I then turn to Miari, but she’s already jumped off her tree, landing within the fireline as a plasma grenade goes off in the background. Dare, who just finished suiting up, staggers back from her as she lands near him, and he reaches back for his battleaxe. But she’s already placed her fingers to her lips, blowing him a kiss — literally, as a swirl of luminous pink dust that nails him in the face while his helm is still retracted.

“Dare!” I shout, standing and firing off a pair of bolts at Miari. One nicks one of her rounded, fuzzy ears, while the one headed for her chest zips hard to the right, hitting one of the tents as one of the crystals on her necklace pops and shatters. She ducks instinctively, covering her singed ear, then darts close to Dare, using him as a human shield while he staggers dizzily, trying to keep his balance. “Kwyn, she’s charmed Dare! Go around the side and get a bead on her, force her out of cover!”

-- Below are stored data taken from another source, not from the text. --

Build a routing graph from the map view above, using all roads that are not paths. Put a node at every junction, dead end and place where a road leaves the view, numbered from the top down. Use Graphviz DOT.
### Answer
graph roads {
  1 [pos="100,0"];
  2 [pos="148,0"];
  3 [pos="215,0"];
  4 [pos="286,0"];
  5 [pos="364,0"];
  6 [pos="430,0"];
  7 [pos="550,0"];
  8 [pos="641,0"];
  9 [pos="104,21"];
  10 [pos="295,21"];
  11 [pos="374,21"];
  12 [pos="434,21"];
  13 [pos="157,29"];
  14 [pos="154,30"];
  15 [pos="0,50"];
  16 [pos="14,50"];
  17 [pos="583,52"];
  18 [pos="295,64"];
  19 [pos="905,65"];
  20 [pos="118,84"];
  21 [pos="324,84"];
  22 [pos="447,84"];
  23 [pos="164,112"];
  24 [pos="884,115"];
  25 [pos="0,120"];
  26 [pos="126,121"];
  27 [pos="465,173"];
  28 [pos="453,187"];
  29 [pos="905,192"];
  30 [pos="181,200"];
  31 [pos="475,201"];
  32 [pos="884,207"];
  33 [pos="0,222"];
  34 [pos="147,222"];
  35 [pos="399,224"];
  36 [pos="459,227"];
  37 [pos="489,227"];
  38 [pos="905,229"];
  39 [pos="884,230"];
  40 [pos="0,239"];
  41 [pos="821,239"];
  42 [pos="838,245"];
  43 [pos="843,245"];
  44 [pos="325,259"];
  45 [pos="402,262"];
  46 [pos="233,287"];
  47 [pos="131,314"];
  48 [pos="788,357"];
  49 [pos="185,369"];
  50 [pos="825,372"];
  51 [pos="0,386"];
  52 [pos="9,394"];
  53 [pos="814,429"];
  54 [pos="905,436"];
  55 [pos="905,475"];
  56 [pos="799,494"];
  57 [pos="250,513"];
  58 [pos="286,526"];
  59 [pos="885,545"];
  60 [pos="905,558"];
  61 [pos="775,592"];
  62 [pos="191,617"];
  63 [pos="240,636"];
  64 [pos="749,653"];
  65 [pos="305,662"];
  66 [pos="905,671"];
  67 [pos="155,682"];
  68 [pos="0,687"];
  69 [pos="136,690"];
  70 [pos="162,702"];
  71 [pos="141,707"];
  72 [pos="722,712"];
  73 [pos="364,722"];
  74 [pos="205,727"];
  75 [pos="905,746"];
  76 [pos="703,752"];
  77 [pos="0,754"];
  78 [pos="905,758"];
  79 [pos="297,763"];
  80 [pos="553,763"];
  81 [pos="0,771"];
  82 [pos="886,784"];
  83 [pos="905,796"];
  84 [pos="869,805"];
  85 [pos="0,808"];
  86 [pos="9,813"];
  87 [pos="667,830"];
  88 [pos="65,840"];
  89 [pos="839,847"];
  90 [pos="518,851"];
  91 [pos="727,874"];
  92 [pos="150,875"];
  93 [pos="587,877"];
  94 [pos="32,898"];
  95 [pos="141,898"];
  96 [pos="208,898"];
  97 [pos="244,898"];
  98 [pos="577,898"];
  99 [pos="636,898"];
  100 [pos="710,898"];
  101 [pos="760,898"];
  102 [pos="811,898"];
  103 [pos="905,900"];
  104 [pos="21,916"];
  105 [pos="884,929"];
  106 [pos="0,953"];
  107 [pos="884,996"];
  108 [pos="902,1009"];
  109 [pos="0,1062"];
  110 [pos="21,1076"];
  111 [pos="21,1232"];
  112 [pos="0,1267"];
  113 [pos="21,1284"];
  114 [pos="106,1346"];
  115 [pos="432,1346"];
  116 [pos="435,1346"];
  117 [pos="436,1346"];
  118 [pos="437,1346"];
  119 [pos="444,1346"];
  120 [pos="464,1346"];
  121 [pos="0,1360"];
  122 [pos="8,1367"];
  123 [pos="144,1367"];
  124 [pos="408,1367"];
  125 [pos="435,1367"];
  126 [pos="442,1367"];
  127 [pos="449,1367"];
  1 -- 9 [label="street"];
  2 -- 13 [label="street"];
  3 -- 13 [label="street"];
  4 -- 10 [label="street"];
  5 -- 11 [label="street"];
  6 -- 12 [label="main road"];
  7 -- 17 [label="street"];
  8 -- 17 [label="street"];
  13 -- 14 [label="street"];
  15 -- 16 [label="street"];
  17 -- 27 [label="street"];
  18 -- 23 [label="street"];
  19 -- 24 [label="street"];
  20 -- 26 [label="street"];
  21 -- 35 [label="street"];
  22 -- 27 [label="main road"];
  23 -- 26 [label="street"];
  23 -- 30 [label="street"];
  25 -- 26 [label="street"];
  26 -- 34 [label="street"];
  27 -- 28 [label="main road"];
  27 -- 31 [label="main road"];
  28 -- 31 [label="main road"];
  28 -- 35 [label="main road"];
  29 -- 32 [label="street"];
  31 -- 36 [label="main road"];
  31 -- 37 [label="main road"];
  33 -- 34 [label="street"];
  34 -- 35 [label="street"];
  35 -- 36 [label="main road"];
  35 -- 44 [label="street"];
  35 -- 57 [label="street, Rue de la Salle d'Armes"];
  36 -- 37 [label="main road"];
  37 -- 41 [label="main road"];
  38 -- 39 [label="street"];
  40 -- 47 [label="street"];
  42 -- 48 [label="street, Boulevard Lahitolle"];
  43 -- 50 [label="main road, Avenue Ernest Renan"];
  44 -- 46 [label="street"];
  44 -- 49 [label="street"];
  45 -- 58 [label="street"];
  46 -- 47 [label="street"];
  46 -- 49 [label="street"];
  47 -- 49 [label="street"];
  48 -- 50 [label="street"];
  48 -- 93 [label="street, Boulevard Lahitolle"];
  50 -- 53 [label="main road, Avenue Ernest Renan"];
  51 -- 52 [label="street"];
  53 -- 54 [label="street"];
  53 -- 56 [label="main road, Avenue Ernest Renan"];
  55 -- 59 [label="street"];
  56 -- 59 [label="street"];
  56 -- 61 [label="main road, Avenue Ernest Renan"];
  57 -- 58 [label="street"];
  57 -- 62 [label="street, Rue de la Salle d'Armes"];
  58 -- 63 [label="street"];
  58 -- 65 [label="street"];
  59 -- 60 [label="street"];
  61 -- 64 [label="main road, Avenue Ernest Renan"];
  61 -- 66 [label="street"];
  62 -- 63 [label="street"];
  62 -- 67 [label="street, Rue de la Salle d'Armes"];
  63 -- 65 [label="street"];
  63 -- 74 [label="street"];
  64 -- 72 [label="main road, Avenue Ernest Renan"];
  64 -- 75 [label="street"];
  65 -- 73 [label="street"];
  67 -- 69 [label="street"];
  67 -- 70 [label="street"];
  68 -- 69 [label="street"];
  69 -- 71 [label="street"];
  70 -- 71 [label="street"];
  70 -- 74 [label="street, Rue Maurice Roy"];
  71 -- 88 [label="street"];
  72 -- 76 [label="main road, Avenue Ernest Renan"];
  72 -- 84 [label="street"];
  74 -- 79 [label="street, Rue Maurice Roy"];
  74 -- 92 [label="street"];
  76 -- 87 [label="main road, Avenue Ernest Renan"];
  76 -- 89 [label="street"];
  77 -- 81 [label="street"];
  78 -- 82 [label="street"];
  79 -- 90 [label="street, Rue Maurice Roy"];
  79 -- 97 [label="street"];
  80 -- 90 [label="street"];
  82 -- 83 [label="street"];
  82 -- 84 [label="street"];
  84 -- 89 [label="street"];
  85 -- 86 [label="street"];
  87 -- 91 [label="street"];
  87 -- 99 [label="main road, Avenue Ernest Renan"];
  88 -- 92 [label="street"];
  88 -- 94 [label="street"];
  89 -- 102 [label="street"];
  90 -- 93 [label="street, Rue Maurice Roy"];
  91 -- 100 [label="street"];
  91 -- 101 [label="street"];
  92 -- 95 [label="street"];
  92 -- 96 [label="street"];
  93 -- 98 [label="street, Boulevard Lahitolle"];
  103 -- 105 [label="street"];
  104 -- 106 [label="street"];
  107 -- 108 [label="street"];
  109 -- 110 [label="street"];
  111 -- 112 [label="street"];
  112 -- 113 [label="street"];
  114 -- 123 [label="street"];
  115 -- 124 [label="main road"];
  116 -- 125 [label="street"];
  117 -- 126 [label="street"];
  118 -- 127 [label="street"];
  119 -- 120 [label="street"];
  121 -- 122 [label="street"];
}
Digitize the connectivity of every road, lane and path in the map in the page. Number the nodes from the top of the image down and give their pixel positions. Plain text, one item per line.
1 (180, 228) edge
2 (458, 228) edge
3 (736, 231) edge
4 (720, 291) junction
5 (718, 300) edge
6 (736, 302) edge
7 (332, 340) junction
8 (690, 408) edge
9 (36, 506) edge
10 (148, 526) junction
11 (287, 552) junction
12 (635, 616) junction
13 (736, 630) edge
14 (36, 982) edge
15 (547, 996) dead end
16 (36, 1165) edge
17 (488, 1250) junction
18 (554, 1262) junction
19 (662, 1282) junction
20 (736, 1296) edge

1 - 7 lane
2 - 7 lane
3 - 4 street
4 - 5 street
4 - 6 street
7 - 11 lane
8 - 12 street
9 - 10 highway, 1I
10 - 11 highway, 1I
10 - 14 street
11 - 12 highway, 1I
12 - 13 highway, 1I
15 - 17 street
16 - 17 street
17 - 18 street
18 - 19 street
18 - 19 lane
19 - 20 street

Kwyn angles to do exactly that, but only manages to dash a couple steps before she falls flat on her front, mid-sprint. Feeling movement beneath my feet, I bounce into the air on instinct, right as smooth roots break through the ground in the spot where my feet had just been. Another set of them are wrapped around one of Kwyn’s legs, and as I come back down, I see the ground near my sword churning. Lunging towards it, I grab it and yank it out of the ground just before roots burst through the ground, curling around the space where it used to be.

Only problem is that without a magical reservoir to keep it powered, the fireline goes out, plunging the campsite into darkness.

It’s not true darkness; Avvikerene’s forests are full of all sorts of natural lights in the form of bioluminescent fungi and moss, and my eyes quickly adjust to the softly-lit gloom. But it’s still not quickly enough; I try to stay ahead of the roots in the dark, but they eventually snare around one of my legs, and the other. Igniting my sword, I take a couple swings at the winding roots, but they’re far too thick, and swords aren’t made for chopping gnarled wood. Extinguishing the blade and sheathing it, I start firing my wrist pistols down into the churning roots below, but it doesn’t do much to slow them, and soon my arms are being ensnared as well.

Realizing that the situation has officially gone from bad to worse, I look around the campsite to see how the others are doing. Kwyn is thoroughly tangled and restrained now, her protective dome having completely collapsed when she faceplanted after her foot was rooted. Dare is still fighting Miari’s charm, but failing, probably because she’s cooing to him and reinforcing it every ten seconds. “DARE! Snap out of it, that spotty yellow slut is messin’ with your head! I need your help! Kwyn needs your help!”

Dare looks in my direction, blinking in befuddlement, and I can tell he’s struggling to break out of it. Miari grabs the neck of his suit, tugging him down towards her. “Your girlfriends are fine. They can have you back once I’ve had my turn with you, yeah?”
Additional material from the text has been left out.